In July 1990 Tok faced extinction when a lightning-caused forest fire jumped two rivers and the Alaska Highway, putting both residents and buildings in peril. The town was evacuated and even the efforts of over a thousand firefighters could not stop the fire. At the last minute a "miracle wind" (so labeled by Tok's residents) came up, diverting the fire just short of the first building. The fire continued to burn the remainder of the summer, eventually burning more than 100,000 acre.

On January 10, 2009, Tok made headlines with an unconfirmed temperature reading of -80 F.

===Etymology===
In one version, the name Tok is derived from the Athabascan word for "peaceful crossing." The U.S. Geological Survey notes that the name "Tok River" was in use for the nearby river around 1901, and the Athabascan name of "Tokai" had been reported for the same river by Lt. Allen in 1887. In another version the name is derived from the English words "Tokyo camp", although the major war benefit was supporting the transfer of airplanes to the Soviet Union. Another version claims the name was derived from the canine mascot for one of the Engineer units that built the highways. The name has no connection to the western Alaskan community of Newtok.

Another version comes from the proposed road construction of the highway to Richardson Highway. In the 1940s and 1950s, another highway, the Tok Cut-Off was constructed and connected Tok with the Richardson Highway at Glennallen. It was a "cut-off" because it allowed motor travelers from the lower United States to travel to Valdez and Anchorage in south-central Alaska without going further north to Delta Junction and then traveling south on the Richardson Highway. When originally being surveyed from the air, the map marking showed the "T" intersection, and the letters "OK" to confirm the location was suitable.

==Education==
Tok is part of the Alaska Gateway School District. Tok School, a K-12 campus, currently serves approximately 200 community students.
There is also a small University of Alaska office that provides distance and even some local classes for the small community.

==Health care==
Residents are primarily served by the Tok Clinic and EMS. Roads connect Tok to both Fairbanks and Anchorage (Alaska's two most populous cities), but the drive is approximately 3 hours 40 minutes or 6 hours 30 minutes, respectively. Therefore, once patients with serious medical conditions are stabilized, they are often airlifted to a hospital/medical center in Fairbanks (an approximately 1 hour 30 minute flight) if further treatment is needed.

==Economy==
The most common occupations in Tok are in the construction, healthcare, and accommodation industries. The unemployment rate is 8%. Tok's economy is supported largely by tourism.

==Protected areas==
There are a number of state parks in the vicinity of Tok.

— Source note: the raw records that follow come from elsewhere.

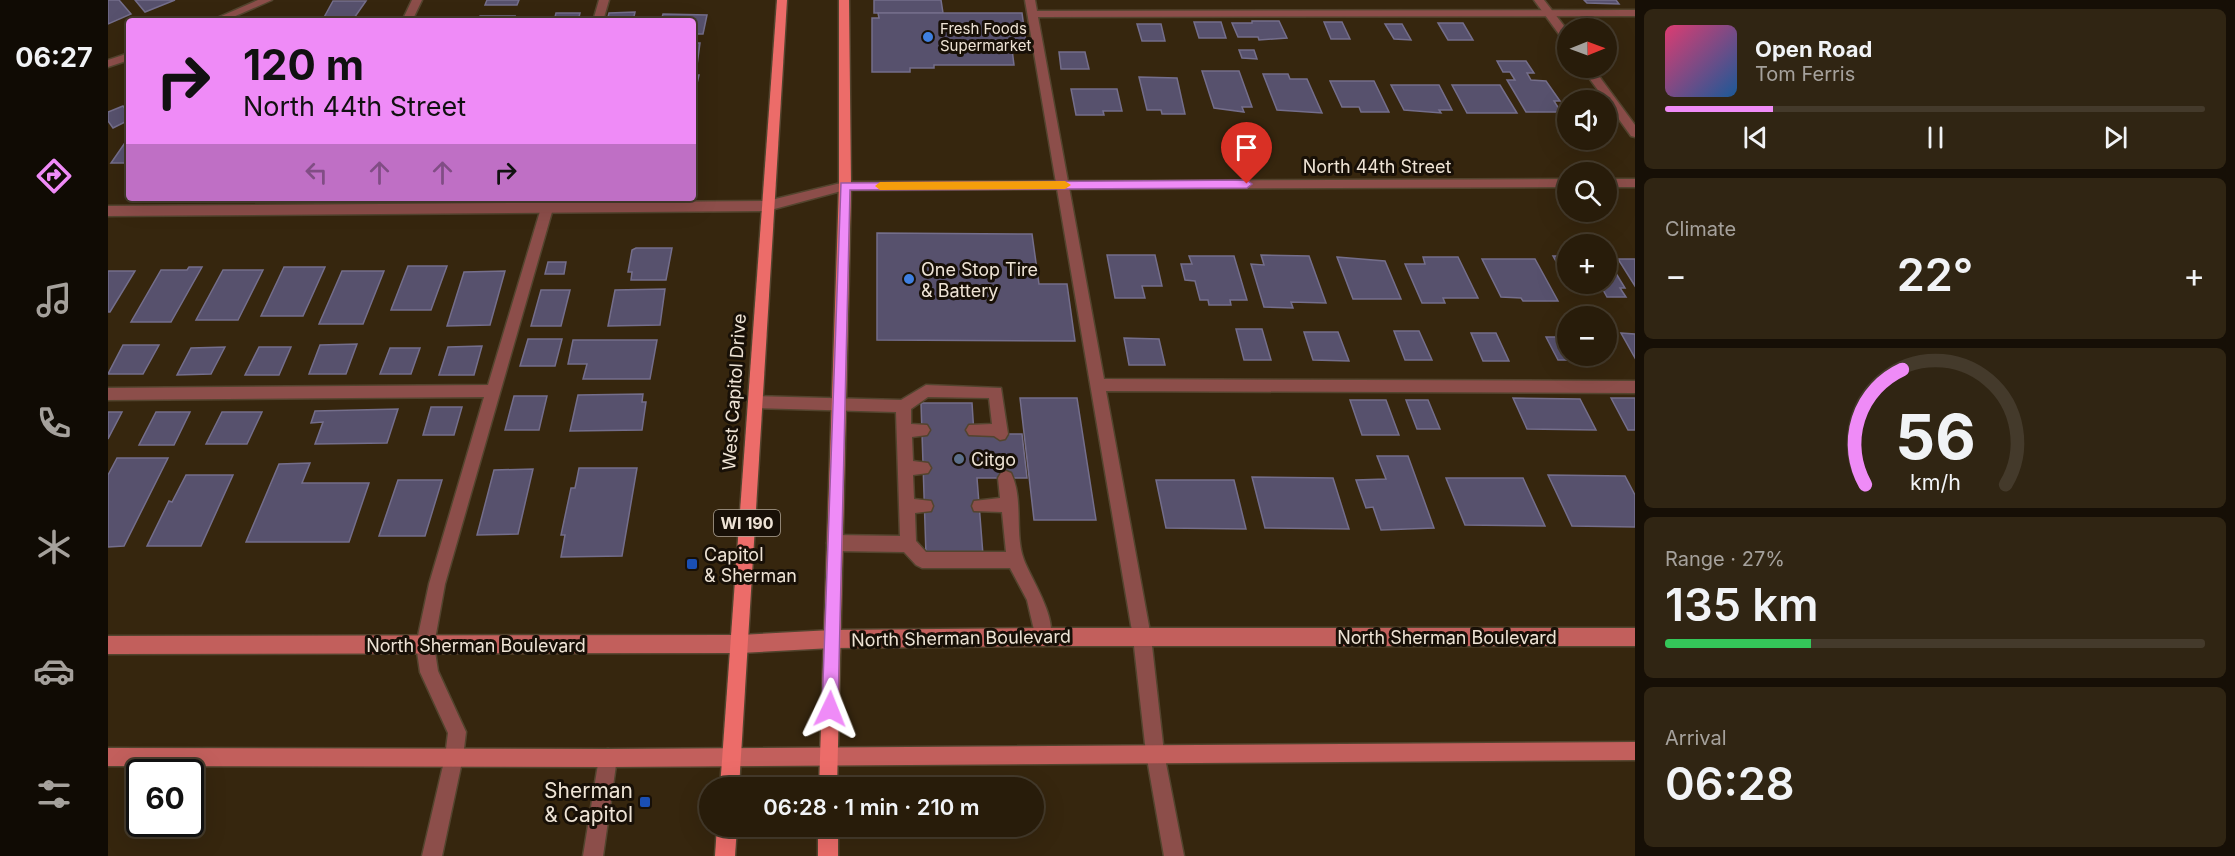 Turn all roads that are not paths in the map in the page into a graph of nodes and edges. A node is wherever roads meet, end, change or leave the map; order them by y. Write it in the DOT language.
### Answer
graph roads {
  1 [pos="267,0"];
  2 [pos="417,0"];
  3 [pos="604,0"];
  4 [pos="782,0"];
  5 [pos="844,0"];
  6 [pos="1539,0"];
  7 [pos="1031,7"];
  8 [pos="1548,13"];
  9 [pos="1635,13"];
  10 [pos="222,18"];
  11 [pos="408,18"];
  12 [pos="599,18"];
  13 [pos="1557,25"];
  14 [pos="126,57"];
  15 [pos="108,64"];
  16 [pos="1595,78"];
  17 [pos="1635,132"];
  18 [pos="1557,183"];
  19 [pos="1617,183"];
  20 [pos="1635,183"];
  21 [pos="1064,185"];
  22 [pos="845,186"];
  23 [pos="322,201"];
  24 [pos="548,203"];
  25 [pos="767,206"];
  26 [pos="108,211"];
  27 [pos="317,211"];
  28 [pos="1098,385"];
  29 [pos="1635,387"];
  30 [pos="494,391"];
  31 [pos="108,394"];
  32 [pos="755,402"];
  33 [pos="839,405"];
  34 [pos="903,406"];
  35 [pos="922,430"];
  36 [pos="974,430"];
  37 [pos="904,431"];
  38 [pos="905,468"];
  39 [pos="923,468"];
  40 [pos="1006,478"];
  41 [pos="1008,505"];
  42 [pos="925,506"];
  43 [pos="980,506"];
  44 [pos="906,507"];
  45 [pos="835,543"];
  46 [pos="908,544"];
  47 [pos="1015,560"];
  48 [pos="1043,637"];
  49 [pos="1142,637"];
  50 [pos="1635,637"];
  51 [pos="832,639"];
  52 [pos="740,644"];
  53 [pos="108,645"];
  54 [pos="425,645"];
  55 [pos="1635,752"];
  56 [pos="1155,753"];
  57 [pos="828,755"];
  58 [pos="108,757"];
  59 [pos="454,757"];
  60 [pos="731,757"];
  61 [pos="608,758"];
  62 [pos="730,777"];
  63 [pos="828,777"];
  64 [pos="726,837"];
  65 [pos="828,837"];
  66 [pos="432,856"];
  67 [pos="593,856"];
  68 [pos="725,856"];
  69 [pos="828,856"];
  70 [pos="1174,856"];
  1 -- 10 [label="street"];
  2 -- 11 [label="street"];
  3 -- 12 [label="street"];
  4 -- 25 [label="main road, West Capitol Drive / WI 190"];
  5 -- 22 [label="main road"];
  6 -- 8 [label="street"];
  7 -- 8 [label="street"];
  7 -- 21 [label="street"];
  8 -- 9 [label="street"];
  8 -- 13 [label="street"];
  14 -- 15 [label="street"];
  16 -- 17 [label="street"];
  18 -- 21 [label="street, North 44th Street"];
  19 -- 20 [label="street"];
  21 -- 22 [label="street, North 44th Street"];
  21 -- 28 [label="street"];
  22 -- 25 [label="street, North 44th Street"];
  22 -- 33 [label="main road"];
  23 -- 27 [label="street"];
  24 -- 25 [label="street, North 44th Street"];
  24 -- 27 [label="street, North 44th Street"];
  24 -- 30 [label="street"];
  25 -- 32 [label="main road, West Capitol Drive / WI 190"];
  26 -- 27 [label="street, North 44th Street"];
  28 -- 29 [label="street"];
  28 -- 49 [label="street"];
  30 -- 31 [label="street"];
  30 -- 54 [label="street"];
  32 -- 33 [label="street"];
  32 -- 52 [label="main road, West Capitol Drive / WI 190"];
  33 -- 34 [label="street"];
  33 -- 45 [label="main road"];
  34 -- 36 [label="street"];
  34 -- 37 [label="street"];
  35 -- 37 [label="street"];
  37 -- 38 [label="street"];
  38 -- 39 [label="street"];
  38 -- 44 [label="street"];
  40 -- 41 [label="street"];
  41 -- 43 [label="street"];
  41 -- 47 [label="street"];
  42 -- 44 [label="street"];
  44 -- 46 [label="street"];
  45 -- 46 [label="street"];
  45 -- 51 [label="main road"];
  46 -- 47 [label="street"];
  47 -- 48 [label="street"];
  48 -- 49 [label="main road, North Sherman Boulevard"];
  48 -- 51 [label="main road, North Sherman Boulevard"];
  49 -- 50 [label="main road, North Sherman Boulevard"];
  49 -- 56 [label="street"];
  51 -- 52 [label="main road, North Sherman Boulevard"];
  51 -- 57 [label="main road"];
  52 -- 54 [label="main road, North Sherman Boulevard"];
  52 -- 60 [label="main road, West Capitol Drive / WI 190"];
  53 -- 54 [label="main road, North Sherman Boulevard"];
  54 -- 59 [label="street"];
  55 -- 56 [label="main road"];
  56 -- 57 [label="main road"];
  56 -- 70 [label="street"];
  57 -- 60 [label="main road"];
  57 -- 63 [label="main road"];
  58 -- 59 [label="main road"];
  59 -- 61 [label="main road"];
  59 -- 66 [label="street"];
  60 -- 61 [label="main road"];
  60 -- 62 [label="main road, West Capitol Drive / WI 190"];
  61 -- 67 [label="street"];
  64 -- 68 [label="main road"];
  65 -- 69 [label="main road"];
}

The Tok River State Recreation Site is a small, 9 acre park, 4.5 miles east of Tok; it has a small campground, trails, and river access for small boats. The area directly across the river from the park is part of the burned-over area still recovering from the 1990 wildfire.

The Eagle Trail State Recreation Site is a 280 acres park, about 15 miles south of Tok, on the Tok Cutoff. The park has a campground and picnic areas, hiking trails, access to the historic Valdez-Eagle Trail and the high country of the Alaska Range.

The Moon Lake State Recreation Site is a small, 22 acre park off the Alaska Highway, 15 miles northwest of Tok. It has a small campground, beach, boat launch for smaller boats, and is an active landing spot for floatplanes.